Agrava-se aos demais argumentos o fato da aplicação do acetato de medroxiprogesterona em homens poder deixar sequelas como: falha na irrigação do pênis e na ereção, frustrando o orgasmo (de forma permanente, mesmo após a descontinuidade da medicação), perda óssea, aumento de peso, hipertensão arterial, mal-estar, tromboses venosas e arteriais superficiais e profundas, fadiga, hipoglicemia, ginecomastia, depressão, atrofia da genitália masculina e até mesmo no câncer hepático.

Concluindo
Desde os primórdios da história, a castração física foi uma forma de punição a crimes sexuais e não sexuais. Na década de 90, foi introduzida em muitos países da América do Norte e Europa a chamada castração química, isto é, a aplicação de antiandrógenos masculinos a fim de bloquear a libido de criminosos sexuais masculinos. Esse procedimento acontece como condição para que esses criminosos voltem ao convívio social depois de cumprirem pena. Esse método nunca foi empregado de forma obrigatória pelo Estado brasileiro, porém a discussão de sua utilização reacende sempre que novos casos de abusos sexuais repercutem na mídia, especialmente quando são cometidos contra menores de idade.

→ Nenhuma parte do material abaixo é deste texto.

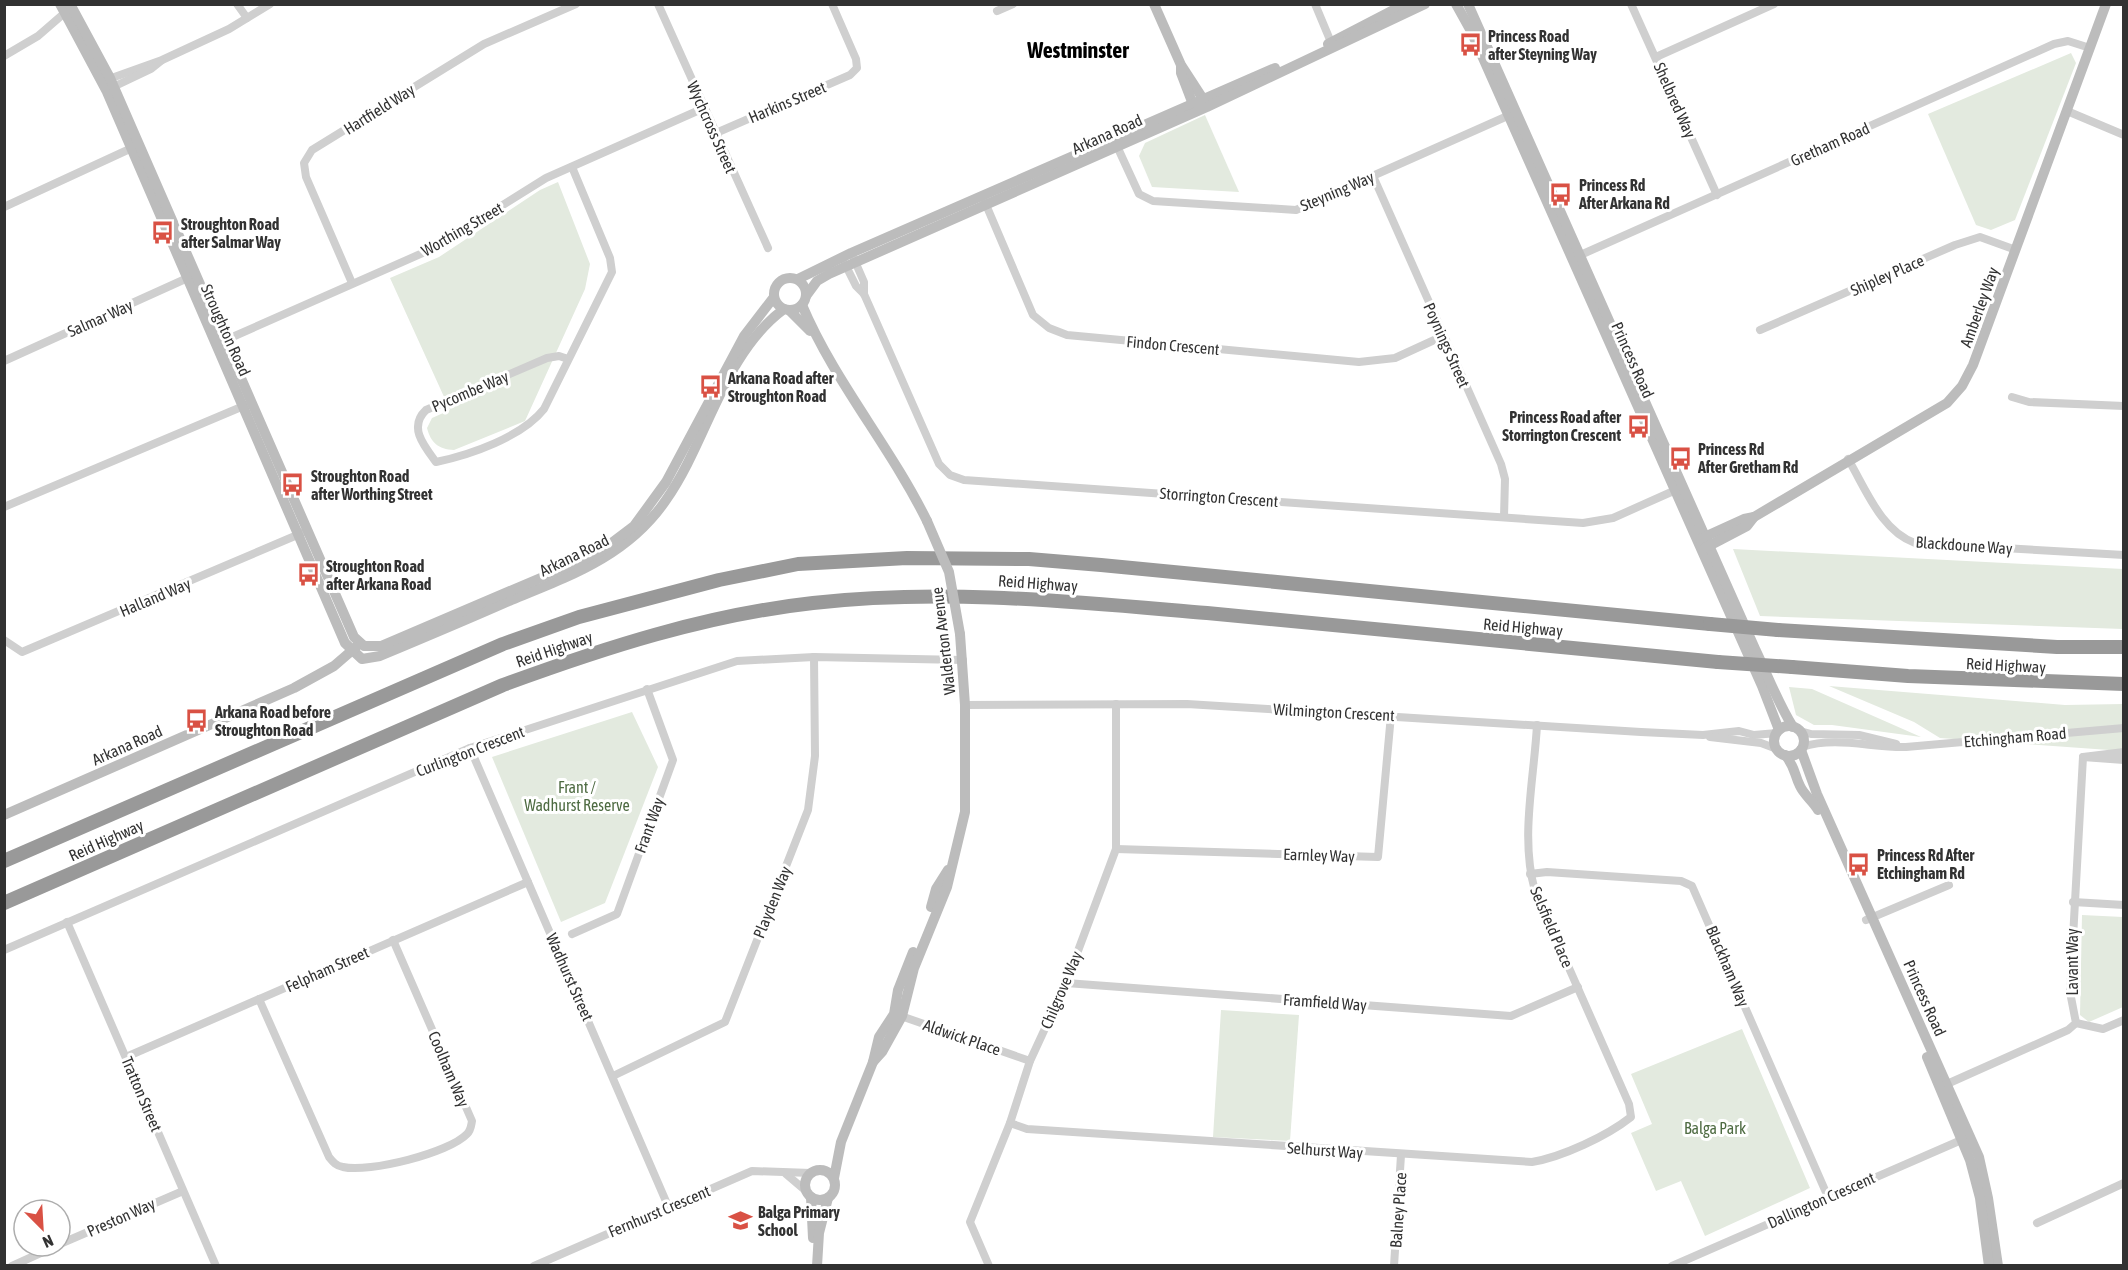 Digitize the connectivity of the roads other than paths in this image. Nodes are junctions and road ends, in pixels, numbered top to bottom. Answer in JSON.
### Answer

É fortemente defendido em nosso país que a castração química, como forma de punição aos delinquentes sexuais, imposta coercitivamente pelo Estado e sem o consentimento do indivíduo, torna-se totalmente contrária aos fundamentos da República Federativa do Brasil. Por outro lado, ultrapassada a discussão constitucional, examina-se se poderia o indivíduo, por sua própria manifestação de vontade, optar por se submeter à castração química.

O Princípio da Dignidade da Pessoa Humana é inerente a toda e qualquer pessoa humana, vedando-se a sua relativização, sendo até o maior dos criminosos igual em dignidade e reconhecido como ser humano.

O exercício voluntário da castração química, como ferramenta médica de tratamento ao pequeno número de portadores de patologia psiquiátrica- pedofilia, baseado nos critérios pelo DSM (Manual Diagnóstico e Estatístico de Transtornos Mentais, da Associação de Psiquiatras Americanos), em seu eixo IV, associado ao consentimento informado do indivíduo, como forma de alcançar sua dignidade, não inviabiliza a aplicação das garantias protegidas constitucionais, ao revés, as legitima.

Acredito que a castração química, apesar de suas limitações, isto é, mostrar-se como método irreversível se descontinuado e poder trazer uma série de efeitos colaterais físicas e emocionais a longo, médio e curto prazo, ainda é uma ferramenta útil ao pequeno universo de pacientes que sofrem do transtorno pedófilo. Sua administração, assim como as possibilidades dos efeitos colaterais devem ser esclarecidas e consentidas, asseguradas juridicamente por termo de esclarecimento pela equipe de reabilitação responsável.  Além disso, esse paciente dever-se-á receber tratamento multidisciplinar médico clínico, psiquiátrico, e acompanhamento psicológico individual e familiar.